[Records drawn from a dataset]
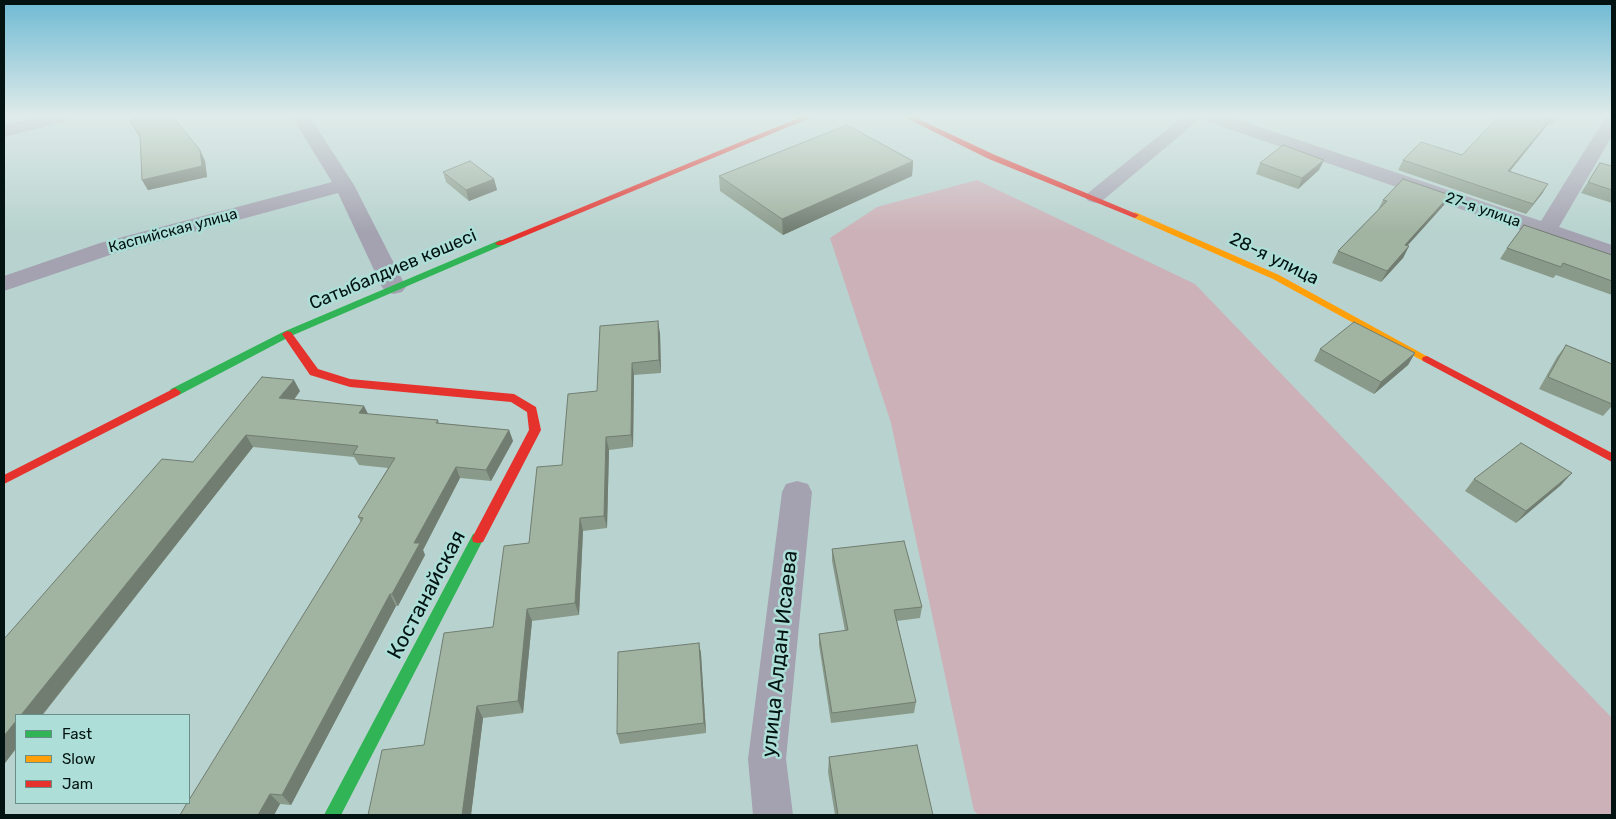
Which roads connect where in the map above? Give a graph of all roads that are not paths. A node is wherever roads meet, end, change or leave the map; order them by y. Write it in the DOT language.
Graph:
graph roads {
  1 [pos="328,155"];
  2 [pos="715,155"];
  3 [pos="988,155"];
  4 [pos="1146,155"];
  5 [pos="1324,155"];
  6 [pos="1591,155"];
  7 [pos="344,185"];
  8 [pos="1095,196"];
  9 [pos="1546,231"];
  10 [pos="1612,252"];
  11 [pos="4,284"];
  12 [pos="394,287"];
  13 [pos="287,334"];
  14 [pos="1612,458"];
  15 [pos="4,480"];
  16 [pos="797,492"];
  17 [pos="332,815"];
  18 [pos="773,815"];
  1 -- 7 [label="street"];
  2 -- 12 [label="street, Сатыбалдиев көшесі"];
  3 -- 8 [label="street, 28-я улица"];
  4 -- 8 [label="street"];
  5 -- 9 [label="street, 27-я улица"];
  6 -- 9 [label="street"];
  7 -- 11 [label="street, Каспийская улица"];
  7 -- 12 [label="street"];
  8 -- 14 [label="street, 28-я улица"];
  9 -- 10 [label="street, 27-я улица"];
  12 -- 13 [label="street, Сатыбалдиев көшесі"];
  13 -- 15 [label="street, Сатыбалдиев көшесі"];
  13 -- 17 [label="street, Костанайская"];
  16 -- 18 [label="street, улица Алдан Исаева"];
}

» **What needs to be done**: Every line of the data above should be returned exactly, with the pictures removed.

» **Worked solution**:
Which roads connect where in the map above? Give a graph of all roads that are not paths. A node is wherever roads meet, end, change or leave the map; order them by y. Write it in the DOT language.
Graph:
graph roads {
  1 [pos="328,155"];
  2 [pos="715,155"];
  3 [pos="988,155"];
  4 [pos="1146,155"];
  5 [pos="1324,155"];
  6 [pos="1591,155"];
  7 [pos="344,185"];
  8 [pos="1095,196"];
  9 [pos="1546,231"];
  10 [pos="1612,252"];
  11 [pos="4,284"];
  12 [pos="394,287"];
  13 [pos="287,334"];
  14 [pos="1612,458"];
  15 [pos="4,480"];
  16 [pos="797,492"];
  17 [pos="332,815"];
  18 [pos="773,815"];
  1 -- 7 [label="street"];
  2 -- 12 [label="street, Сатыбалдиев көшесі"];
  3 -- 8 [label="street, 28-я улица"];
  4 -- 8 [label="street"];
  5 -- 9 [label="street, 27-я улица"];
  6 -- 9 [label="street"];
  7 -- 11 [label="street, Каспийская улица"];
  7 -- 12 [label="street"];
  8 -- 14 [label="street, 28-я улица"];
  9 -- 10 [label="street, 27-я улица"];
  12 -- 13 [label="street, Сатыбалдиев көшесі"];
  13 -- 15 [label="street, Сатыбалдиев көшесі"];
  13 -- 17 [label="street, Костанайская"];
  16 -- 18 [label="street, улица Алдан Исаева"];
}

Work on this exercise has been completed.